Stored data:
○ ○ ○ ○

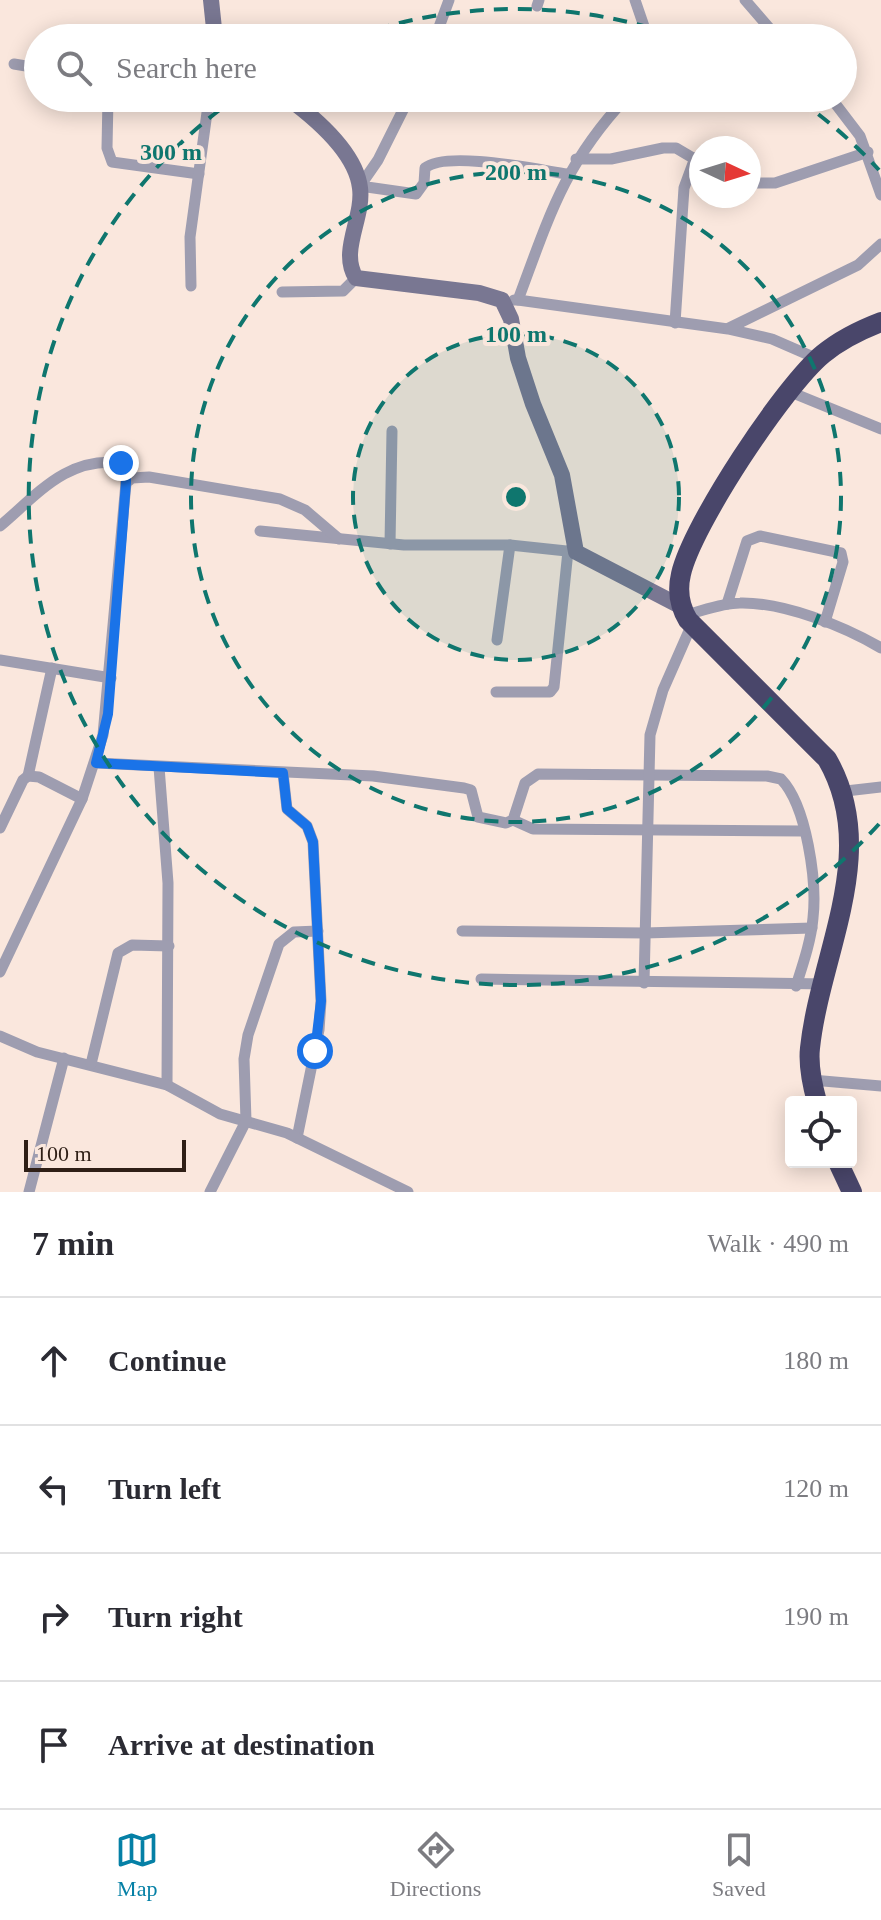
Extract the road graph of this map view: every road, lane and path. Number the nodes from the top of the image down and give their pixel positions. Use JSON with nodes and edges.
{"nodes":[{"id":1,"x":211,"y":0,"type":"edge"},
{"id":2,"x":449,"y":0,"type":"edge"},
{"id":3,"x":635,"y":0,"type":"edge"},
{"id":4,"x":745,"y":0,"type":"edge"},
{"id":5,"x":214,"y":24,"type":"edge"},
{"id":6,"x":440,"y":24,"type":"edge"},
{"id":7,"x":643,"y":24,"type":"edge"},
{"id":8,"x":766,"y":24,"type":"edge"},
{"id":9,"x":14,"y":64,"type":"dead end"},
{"id":10,"x":24,"y":66,"type":"edge"},
{"id":11,"x":108,"y":112,"type":"edge"},
{"id":12,"x":207,"y":112,"type":"edge"},
{"id":13,"x":303,"y":112,"type":"edge"},
{"id":14,"x":402,"y":112,"type":"edge"},
{"id":15,"x":615,"y":112,"type":"edge"},
{"id":16,"x":843,"y":112,"type":"edge"},
{"id":17,"x":868,"y":152,"type":"junction"},
{"id":18,"x":689,"y":155,"type":"edge"},
{"id":19,"x":576,"y":159,"type":"junction"},
{"id":20,"x":199,"y":174,"type":"junction"},
{"id":21,"x":567,"y":174,"type":"junction"},
{"id":22,"x":689,"y":178,"type":"edge"},
{"id":23,"x":761,"y":183,"type":"edge"},
{"id":24,"x":360,"y":186,"type":"junction"},
{"id":25,"x":881,"y":195,"type":"edge"},
{"id":26,"x":881,"y":244,"type":"edge"},
{"id":27,"x":356,"y":278,"type":"junction"},
{"id":28,"x":191,"y":286,"type":"dead end"},
{"id":29,"x":282,"y":292,"type":"dead end"},
{"id":30,"x":510,"y":300,"type":"junction"},
{"id":31,"x":881,"y":322,"type":"edge"},
{"id":32,"x":675,"y":323,"type":"junction"},
{"id":33,"x":728,"y":329,"type":"junction"},
{"id":34,"x":818,"y":359,"type":"junction"},
{"id":35,"x":788,"y":391,"type":"junction"},
{"id":36,"x":881,"y":429,"type":"edge"},
{"id":37,"x":392,"y":431,"type":"dead end"},
{"id":38,"x":126,"y":483,"type":"junction"},
{"id":39,"x":0,"y":526,"type":"edge"},
{"id":40,"x":260,"y":531,"type":"dead end"},
{"id":41,"x":339,"y":539,"type":"junction"},
{"id":42,"x":390,"y":544,"type":"junction"},
{"id":43,"x":510,"y":545,"type":"junction"},
{"id":44,"x":572,"y":552,"type":"junction"},
{"id":45,"x":727,"y":604,"type":"junction"},
{"id":46,"x":686,"y":615,"type":"junction"},
{"id":47,"x":825,"y":622,"type":"junction"},
{"id":48,"x":497,"y":640,"type":"dead end"},
{"id":49,"x":881,"y":648,"type":"edge"},
{"id":50,"x":0,"y":660,"type":"edge"},
{"id":51,"x":52,"y":668,"type":"junction"},
{"id":52,"x":111,"y":678,"type":"junction"},
{"id":53,"x":496,"y":692,"type":"dead end"},
{"id":54,"x":96,"y":763,"type":"junction"},
{"id":55,"x":159,"y":767,"type":"junction"},
{"id":56,"x":283,"y":773,"type":"junction"},
{"id":57,"x":648,"y":774,"type":"junction"},
{"id":58,"x":28,"y":776,"type":"junction"},
{"id":59,"x":881,"y":787,"type":"edge"},
{"id":60,"x":846,"y":791,"type":"junction"},
{"id":61,"x":82,"y":799,"type":"junction"},
{"id":62,"x":513,"y":820,"type":"junction"},
{"id":63,"x":0,"y":828,"type":"edge"},
{"id":64,"x":647,"y":831,"type":"junction"},
{"id":65,"x":804,"y":831,"type":"junction"},
{"id":66,"x":812,"y":928,"type":"junction"},
{"id":67,"x":318,"y":931,"type":"junction"},
{"id":68,"x":462,"y":931,"type":"dead end"},
{"id":69,"x":645,"y":933,"type":"junction"},
{"id":70,"x":169,"y":946,"type":"junction"},
{"id":71,"x":0,"y":972,"type":"edge"},
{"id":72,"x":481,"y":979,"type":"dead end"},
{"id":73,"x":644,"y":983,"type":"junction"},
{"id":74,"x":827,"y":984,"type":"junction"},
{"id":75,"x":796,"y":986,"type":"junction"},
{"id":76,"x":0,"y":1036,"type":"edge"},
{"id":77,"x":64,"y":1058,"type":"junction"},
{"id":78,"x":91,"y":1064,"type":"junction"},
{"id":79,"x":812,"y":1080,"type":"junction"},
{"id":80,"x":167,"y":1085,"type":"junction"},
{"id":81,"x":881,"y":1086,"type":"edge"},
{"id":82,"x":816,"y":1096,"type":"edge"},
{"id":83,"x":246,"y":1121,"type":"junction"},
{"id":84,"x":297,"y":1138,"type":"junction"},
{"id":85,"x":841,"y":1168,"type":"edge"},
{"id":86,"x":29,"y":1192,"type":"edge"},
{"id":87,"x":210,"y":1192,"type":"edge"},
{"id":88,"x":408,"y":1192,"type":"edge"},
{"id":89,"x":852,"y":1192,"type":"edge"}],
"edges":[{"from":1,"to":5,"type":"street"},
{"from":2,"to":6,"type":"street"},
{"from":3,"to":7,"type":"street"},
{"from":4,"to":8,"type":"street"},
{"from":9,"to":10,"type":"street"},
{"from":11,"to":20,"type":"street"},
{"from":12,"to":20,"type":"street"},
{"from":13,"to":24,"type":"street"},
{"from":14,"to":24,"type":"street"},
{"from":15,"to":19,"type":"street"},
{"from":16,"to":17,"type":"street"},
{"from":17,"to":23,"type":"street"},
{"from":17,"to":25,"type":"street"},
{"from":18,"to":19,"type":"street"},
{"from":19,"to":21,"type":"street"},
{"from":20,"to":28,"type":"street"},
{"from":21,"to":24,"type":"street"},
{"from":21,"to":30,"type":"street"},
{"from":22,"to":32,"type":"street"},
{"from":24,"to":27,"type":"street"},
{"from":26,"to":33,"type":"street"},
{"from":27,"to":29,"type":"street"},
{"from":27,"to":30,"type":"street"},
{"from":30,"to":32,"type":"street"},
{"from":30,"to":44,"type":"street"},
{"from":31,"to":34,"type":"highway"},
{"from":32,"to":33,"type":"street"},
{"from":33,"to":34,"type":"street"},
{"from":34,"to":35,"type":"highway"},
{"from":35,"to":36,"type":"street"},
{"from":35,"to":46,"type":"highway"},
{"from":37,"to":42,"type":"street"},
{"from":38,"to":39,"type":"street"},
{"from":38,"to":41,"type":"street"},
{"from":38,"to":52,"type":"street"},
{"from":40,"to":41,"type":"street"},
{"from":41,"to":42,"type":"street"},
{"from":42,"to":43,"type":"street"},
{"from":43,"to":44,"type":"street"},
{"from":43,"to":48,"type":"street"},
{"from":44,"to":46,"type":"street"},
{"from":44,"to":53,"type":"street"},
{"from":45,"to":46,"type":"street"},
{"from":45,"to":47,"type":"street"},
{"from":45,"to":47,"type":"street"},
{"from":46,"to":57,"type":"street"},
{"from":46,"to":60,"type":"highway"},
{"from":47,"to":49,"type":"street"},
{"from":50,"to":51,"type":"street"},
{"from":51,"to":52,"type":"street"},
{"from":51,"to":58,"type":"street"},
{"from":52,"to":54,"type":"street"},
{"from":54,"to":55,"type":"street"},
{"from":54,"to":61,"type":"street"},
{"from":55,"to":56,"type":"street"},
{"from":55,"to":70,"type":"street"},
{"from":56,"to":62,"type":"street"},
{"from":56,"to":67,"type":"street"},
{"from":57,"to":62,"type":"street"},
{"from":57,"to":64,"type":"street"},
{"from":57,"to":65,"type":"street"},
{"from":58,"to":61,"type":"street"},
{"from":58,"to":63,"type":"street"},
{"from":59,"to":60,"type":"street"},
{"from":60,"to":74,"type":"highway"},
{"from":61,"to":71,"type":"street"},
{"from":62,"to":64,"type":"street"},
{"from":64,"to":65,"type":"street"},
{"from":64,"to":69,"type":"street"},
{"from":65,"to":66,"type":"street"},
{"from":66,"to":69,"type":"street"},
{"from":66,"to":75,"type":"street"},
{"from":67,"to":83,"type":"street"},
{"from":67,"to":84,"type":"street"},
{"from":68,"to":69,"type":"street"},
{"from":69,"to":73,"type":"street"},
{"from":70,"to":78,"type":"street"},
{"from":70,"to":80,"type":"street"},
{"from":72,"to":73,"type":"street"},
{"from":73,"to":75,"type":"street"},
{"from":74,"to":75,"type":"street"},
{"from":74,"to":79,"type":"highway"},
{"from":76,"to":77,"type":"street"},
{"from":77,"to":78,"type":"street"},
{"from":77,"to":86,"type":"street"},
{"from":78,"to":80,"type":"street"},
{"from":79,"to":81,"type":"street"},
{"from":79,"to":82,"type":"highway"},
{"from":80,"to":83,"type":"street"},
{"from":83,"to":84,"type":"street"},
{"from":83,"to":87,"type":"street"},
{"from":84,"to":88,"type":"street"},
{"from":85,"to":89,"type":"highway"}]}
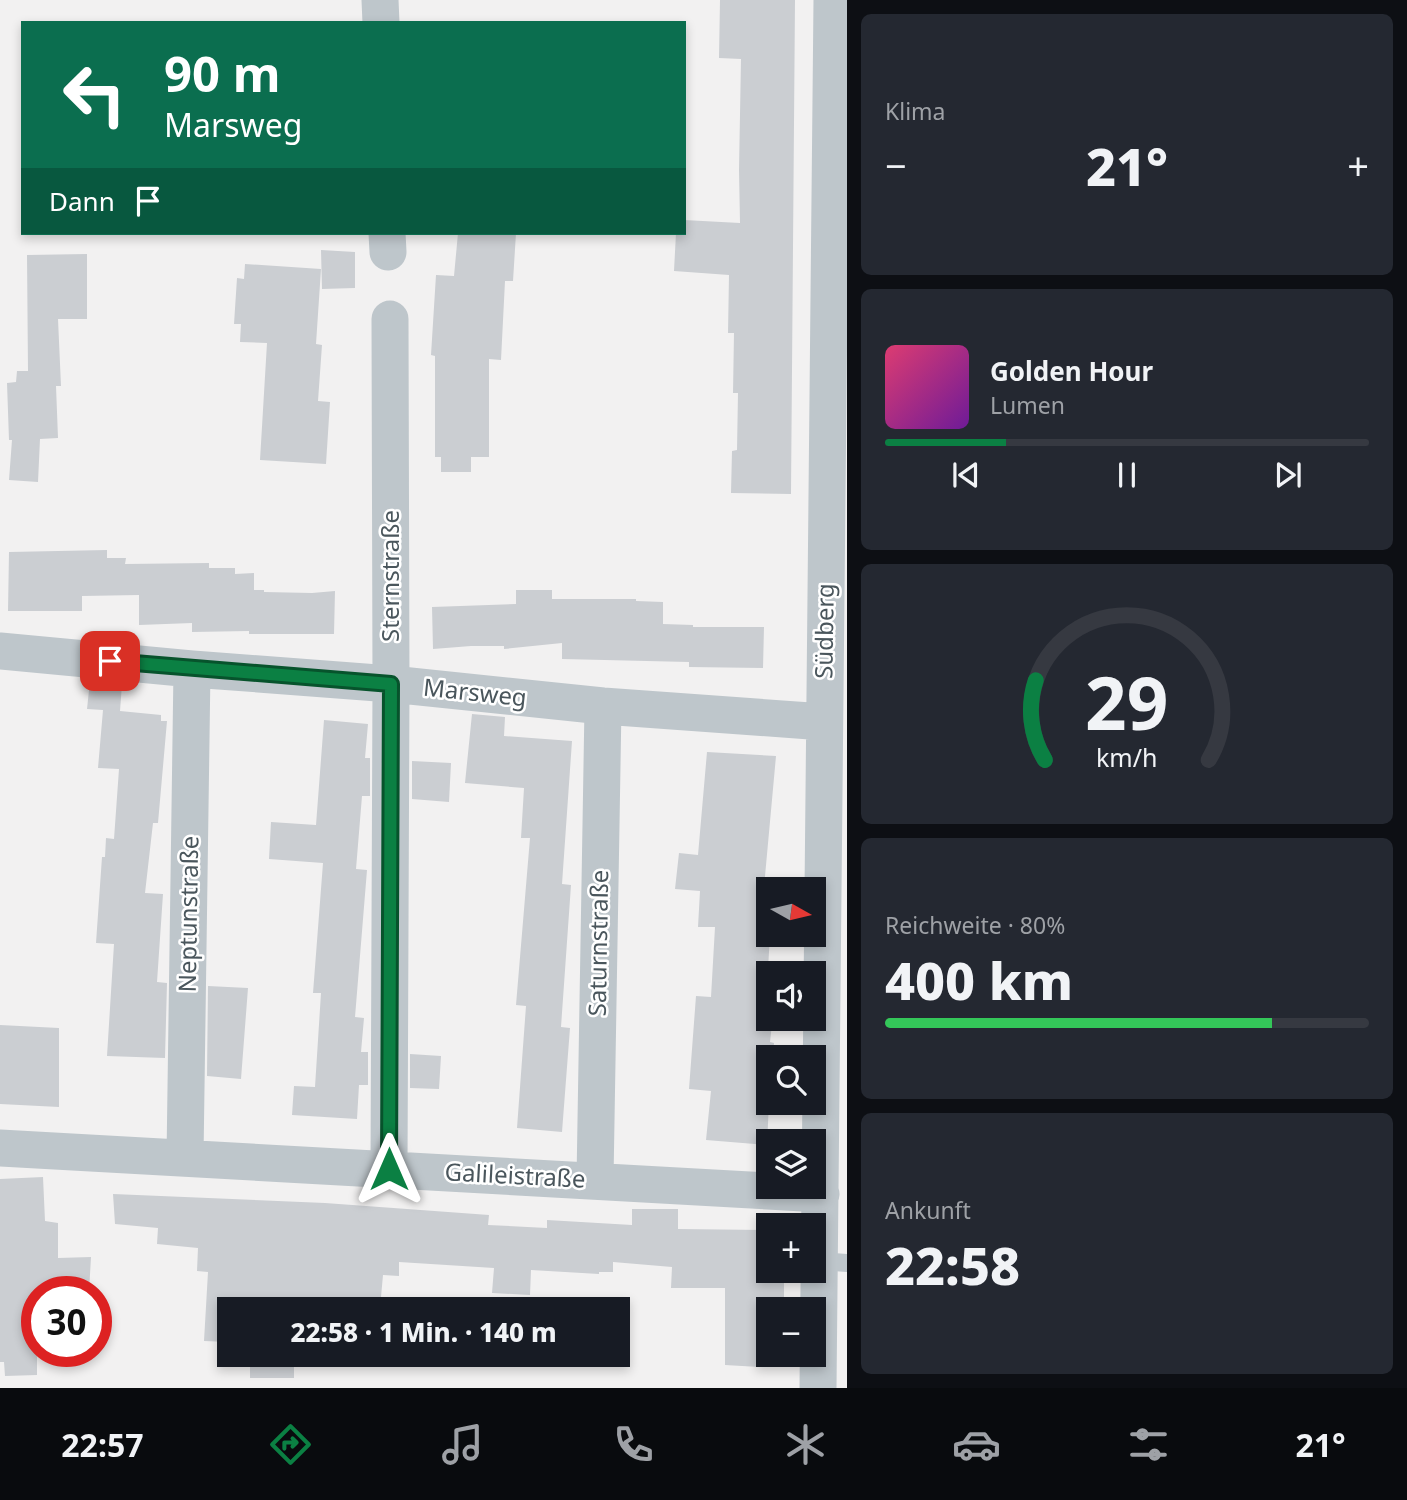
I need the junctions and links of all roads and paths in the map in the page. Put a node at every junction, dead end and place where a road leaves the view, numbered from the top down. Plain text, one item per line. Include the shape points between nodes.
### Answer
1 (380, 0) edge
2 (832, 0) edge
3 (380, 21) edge
4 (838, 289) edge
5 (390, 319) dead end
6 (837, 483) edge
7 (0, 651) edge
8 (192, 669) junction
9 (391, 684) junction
10 (603, 706) junction
11 (824, 722) junction
12 (834, 1029) edge
13 (826, 1131) edge
14 (0, 1148) edge
15 (185, 1158) junction
16 (389, 1169) junction
17 (595, 1180) junction
18 (756, 1190) edge
19 (822, 1199) edge
20 (834, 1262) edge
21 (818, 1388) edge

1 - 3 street
2 - 4 street, Südberg
4 - 6 street, Südberg
5 - 9 street, Sternstraße
6 - 11 street, Südberg
7 - 8 street, Marsweg
8 - 9 street, Marsweg
8 - 15 street, Neptunstraße
9 - 10 street, Marsweg
9 - 16 street, Sternstraße
10 - 11 street, Marsweg
10 - 17 street, Saturnstraße
11 - 12 street, Südberg
12 - 13 street, Südberg
14 - 15 street, Galileistraße
15 - 16 street, Galileistraße
16 - 17 street, Galileistraße
17 - 18 street, Galileistraße
19 - 20 street, Südberg
20 - 21 street, Südberg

○ ○ ○ ○

**Exercise description:**
With "dead" as the search string, filter the records and return each line that has it.

**Your solution:**
{"id":9,"x":14,"y":64,"type":"dead end"},
{"id":28,"x":191,"y":286,"type":"dead end"},
{"id":29,"x":282,"y":292,"type":"dead end"},
{"id":37,"x":392,"y":431,"type":"dead end"},
{"id":40,"x":260,"y":531,"type":"dead end"},
{"id":48,"x":497,"y":640,"type":"dead end"},
{"id":53,"x":496,"y":692,"type":"dead end"},
{"id":68,"x":462,"y":931,"type":"dead end"},
{"id":72,"x":481,"y":979,"type":"dead end"},
I need the junctions and links of all roads and paths in the map in the page. Put a node at every junction, dead end and place where a road leaves the view, numbered from the top down. Plain text, one item per line. Include the shape points between nodes.
5 (390, 319) dead end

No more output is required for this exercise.